Monday, April 1, 2013

Vito Acconci Reading: Paragraph Analysis

Paragraph 18:
"The built environment is built because it's been allowed to be built. It's been allowed to be built because it stands for and reflects an institution or a dominant culture. The budget for architecture is a hundred times the budget for public art because a building provides jobs and products and services that augment the finances of a city. Public art comes in through the back door like a second-class citizen. Instead of bemoaning this, public art can use this marginal position to its advantage: public art can present itself as the voice of marginal cultures, as the minority report, as the opposition part. Public art exists to thicken the plot."

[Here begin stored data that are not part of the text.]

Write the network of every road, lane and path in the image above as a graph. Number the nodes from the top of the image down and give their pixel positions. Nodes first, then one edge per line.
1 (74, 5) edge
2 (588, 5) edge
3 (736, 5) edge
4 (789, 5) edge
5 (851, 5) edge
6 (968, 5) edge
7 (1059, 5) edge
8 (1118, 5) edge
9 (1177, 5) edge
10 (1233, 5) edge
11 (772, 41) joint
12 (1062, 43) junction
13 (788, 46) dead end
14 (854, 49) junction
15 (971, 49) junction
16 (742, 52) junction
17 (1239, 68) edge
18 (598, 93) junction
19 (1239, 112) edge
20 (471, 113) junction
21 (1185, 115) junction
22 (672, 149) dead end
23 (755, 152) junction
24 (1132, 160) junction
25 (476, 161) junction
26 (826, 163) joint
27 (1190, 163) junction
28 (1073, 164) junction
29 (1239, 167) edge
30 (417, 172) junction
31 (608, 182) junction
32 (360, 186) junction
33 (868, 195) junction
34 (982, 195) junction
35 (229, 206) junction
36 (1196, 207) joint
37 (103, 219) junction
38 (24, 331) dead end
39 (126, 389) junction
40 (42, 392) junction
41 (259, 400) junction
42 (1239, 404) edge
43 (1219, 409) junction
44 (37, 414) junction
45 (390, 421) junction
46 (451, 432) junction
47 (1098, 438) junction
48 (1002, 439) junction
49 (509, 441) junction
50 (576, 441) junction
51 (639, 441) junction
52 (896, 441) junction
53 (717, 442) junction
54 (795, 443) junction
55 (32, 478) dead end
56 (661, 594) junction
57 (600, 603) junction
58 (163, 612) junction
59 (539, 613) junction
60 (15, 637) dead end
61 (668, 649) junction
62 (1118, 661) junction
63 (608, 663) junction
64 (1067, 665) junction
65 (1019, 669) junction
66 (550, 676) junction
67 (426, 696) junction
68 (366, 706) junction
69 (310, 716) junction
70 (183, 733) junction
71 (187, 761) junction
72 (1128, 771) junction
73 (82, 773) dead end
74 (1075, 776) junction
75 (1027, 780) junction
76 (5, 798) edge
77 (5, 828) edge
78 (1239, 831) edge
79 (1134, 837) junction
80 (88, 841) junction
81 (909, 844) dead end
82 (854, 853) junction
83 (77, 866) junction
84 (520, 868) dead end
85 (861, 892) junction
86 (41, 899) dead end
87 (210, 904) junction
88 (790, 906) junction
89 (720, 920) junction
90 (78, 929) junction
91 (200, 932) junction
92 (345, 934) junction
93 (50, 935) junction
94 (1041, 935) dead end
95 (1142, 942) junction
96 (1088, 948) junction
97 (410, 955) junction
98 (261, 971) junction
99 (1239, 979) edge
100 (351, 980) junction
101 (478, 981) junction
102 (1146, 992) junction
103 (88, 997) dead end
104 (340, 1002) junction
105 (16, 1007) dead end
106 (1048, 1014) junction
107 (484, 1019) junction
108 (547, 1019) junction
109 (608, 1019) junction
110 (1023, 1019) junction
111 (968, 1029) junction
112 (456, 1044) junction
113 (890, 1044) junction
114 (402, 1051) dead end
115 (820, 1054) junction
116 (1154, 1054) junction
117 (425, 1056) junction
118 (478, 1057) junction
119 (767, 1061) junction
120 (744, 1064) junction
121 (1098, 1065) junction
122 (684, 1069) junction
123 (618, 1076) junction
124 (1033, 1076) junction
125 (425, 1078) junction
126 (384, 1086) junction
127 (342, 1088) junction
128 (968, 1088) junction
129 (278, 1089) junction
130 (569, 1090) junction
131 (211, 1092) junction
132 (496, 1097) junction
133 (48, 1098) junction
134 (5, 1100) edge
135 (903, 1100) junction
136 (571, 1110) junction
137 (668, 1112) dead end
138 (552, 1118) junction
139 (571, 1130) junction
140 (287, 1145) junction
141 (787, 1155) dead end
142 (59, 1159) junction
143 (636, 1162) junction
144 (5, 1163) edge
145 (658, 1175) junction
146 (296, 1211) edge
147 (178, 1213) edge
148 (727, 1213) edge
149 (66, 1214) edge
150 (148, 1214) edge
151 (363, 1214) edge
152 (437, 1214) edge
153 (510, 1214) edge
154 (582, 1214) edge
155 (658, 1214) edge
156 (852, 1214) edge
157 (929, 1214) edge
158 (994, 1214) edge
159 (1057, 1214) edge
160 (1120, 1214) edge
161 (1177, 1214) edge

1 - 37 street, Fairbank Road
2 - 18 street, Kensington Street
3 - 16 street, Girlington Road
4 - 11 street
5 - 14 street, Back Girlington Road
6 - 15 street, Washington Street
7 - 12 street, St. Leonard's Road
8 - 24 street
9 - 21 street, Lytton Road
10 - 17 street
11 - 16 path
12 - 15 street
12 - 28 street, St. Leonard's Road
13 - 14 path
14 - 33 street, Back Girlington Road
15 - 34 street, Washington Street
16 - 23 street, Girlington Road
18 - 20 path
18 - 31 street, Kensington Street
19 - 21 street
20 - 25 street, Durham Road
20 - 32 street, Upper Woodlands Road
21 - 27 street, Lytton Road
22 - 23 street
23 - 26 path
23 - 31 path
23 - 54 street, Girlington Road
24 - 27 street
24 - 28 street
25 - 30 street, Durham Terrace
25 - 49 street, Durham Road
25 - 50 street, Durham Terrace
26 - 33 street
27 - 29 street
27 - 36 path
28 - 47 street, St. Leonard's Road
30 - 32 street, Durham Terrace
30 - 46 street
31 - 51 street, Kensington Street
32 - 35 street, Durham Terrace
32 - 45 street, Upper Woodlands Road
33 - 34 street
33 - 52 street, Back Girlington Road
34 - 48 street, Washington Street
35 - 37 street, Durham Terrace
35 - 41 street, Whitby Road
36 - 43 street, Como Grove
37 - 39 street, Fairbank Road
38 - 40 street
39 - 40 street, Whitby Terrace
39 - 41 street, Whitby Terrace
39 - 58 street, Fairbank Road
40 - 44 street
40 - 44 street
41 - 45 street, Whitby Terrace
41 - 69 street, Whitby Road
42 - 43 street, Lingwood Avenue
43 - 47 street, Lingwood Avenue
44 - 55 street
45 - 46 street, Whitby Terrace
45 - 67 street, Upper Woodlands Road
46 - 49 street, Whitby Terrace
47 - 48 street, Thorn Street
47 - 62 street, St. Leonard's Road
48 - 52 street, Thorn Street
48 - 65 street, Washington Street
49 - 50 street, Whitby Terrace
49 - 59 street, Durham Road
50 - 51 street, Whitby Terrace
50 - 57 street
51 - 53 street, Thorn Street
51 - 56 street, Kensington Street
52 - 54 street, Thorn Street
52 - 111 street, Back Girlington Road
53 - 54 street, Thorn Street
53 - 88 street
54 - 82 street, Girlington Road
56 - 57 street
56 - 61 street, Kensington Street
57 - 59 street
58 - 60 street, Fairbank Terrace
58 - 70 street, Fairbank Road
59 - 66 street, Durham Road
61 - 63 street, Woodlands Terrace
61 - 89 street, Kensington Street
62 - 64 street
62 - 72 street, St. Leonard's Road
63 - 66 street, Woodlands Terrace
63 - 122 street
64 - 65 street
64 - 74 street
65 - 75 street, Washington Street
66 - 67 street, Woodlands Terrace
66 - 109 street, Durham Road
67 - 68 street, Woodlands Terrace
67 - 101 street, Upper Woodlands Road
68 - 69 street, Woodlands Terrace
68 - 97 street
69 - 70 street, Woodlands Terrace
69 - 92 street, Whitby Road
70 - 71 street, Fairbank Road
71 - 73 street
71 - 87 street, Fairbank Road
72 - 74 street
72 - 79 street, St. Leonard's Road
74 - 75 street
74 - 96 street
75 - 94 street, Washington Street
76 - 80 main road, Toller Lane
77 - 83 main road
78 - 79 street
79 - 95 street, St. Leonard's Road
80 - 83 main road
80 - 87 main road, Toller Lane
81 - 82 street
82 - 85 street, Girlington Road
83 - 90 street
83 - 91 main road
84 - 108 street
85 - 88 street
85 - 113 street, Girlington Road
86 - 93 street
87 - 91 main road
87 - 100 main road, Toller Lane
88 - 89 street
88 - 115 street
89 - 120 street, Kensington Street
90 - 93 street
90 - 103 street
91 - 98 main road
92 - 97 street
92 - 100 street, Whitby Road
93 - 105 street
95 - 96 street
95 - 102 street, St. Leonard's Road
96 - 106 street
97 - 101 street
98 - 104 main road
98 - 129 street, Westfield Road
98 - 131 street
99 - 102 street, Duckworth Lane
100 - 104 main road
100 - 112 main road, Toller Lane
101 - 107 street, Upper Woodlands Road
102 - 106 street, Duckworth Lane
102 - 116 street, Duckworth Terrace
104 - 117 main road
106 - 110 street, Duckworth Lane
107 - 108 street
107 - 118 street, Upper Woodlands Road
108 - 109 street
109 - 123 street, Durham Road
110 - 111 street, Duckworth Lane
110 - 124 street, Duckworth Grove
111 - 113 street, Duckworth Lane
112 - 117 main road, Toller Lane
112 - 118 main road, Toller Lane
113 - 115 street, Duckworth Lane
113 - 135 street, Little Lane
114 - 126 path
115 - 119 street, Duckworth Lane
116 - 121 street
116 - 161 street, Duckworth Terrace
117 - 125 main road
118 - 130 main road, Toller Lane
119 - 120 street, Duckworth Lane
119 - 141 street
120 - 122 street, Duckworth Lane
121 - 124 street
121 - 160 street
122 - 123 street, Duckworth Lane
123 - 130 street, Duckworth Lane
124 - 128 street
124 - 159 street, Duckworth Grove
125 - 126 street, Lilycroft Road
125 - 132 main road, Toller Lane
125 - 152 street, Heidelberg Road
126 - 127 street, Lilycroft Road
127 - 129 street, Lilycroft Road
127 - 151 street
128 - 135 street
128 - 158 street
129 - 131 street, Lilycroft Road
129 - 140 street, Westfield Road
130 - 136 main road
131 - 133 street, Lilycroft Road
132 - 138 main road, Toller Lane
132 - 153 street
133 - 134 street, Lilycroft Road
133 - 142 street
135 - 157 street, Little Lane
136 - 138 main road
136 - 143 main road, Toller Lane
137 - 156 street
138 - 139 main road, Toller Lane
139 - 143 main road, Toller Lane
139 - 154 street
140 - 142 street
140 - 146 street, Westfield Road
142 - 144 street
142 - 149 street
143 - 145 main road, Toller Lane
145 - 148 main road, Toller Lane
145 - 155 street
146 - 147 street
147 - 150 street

This paragraph, while short, makes an interesting point about public art. It first says that public art is not supported nearly as much as architecture or other such structure because it does not provide a service or other practical reason for its existence like said architecture. However, Acconici says this is not a bad thing. He says that because public art is somewhat pushed to the side, it is free to represent views and cultures that are also pushed to the side instead of only focusing on the mainstream culture, unlike architecture which is supported for the sole reason of supporting popular opinion and culture. As he says, "Public are exists to thicken the plot", adding flavor and substance to a space and media that would otherwise be bland and altogether too consistent in nature to remain interesting. For this reason, public art will constantly be changing, with the last "generation" of art sometimes developing into mainstream while a new "generation" will begin to represent the new non-standard cultures and ideas of the time.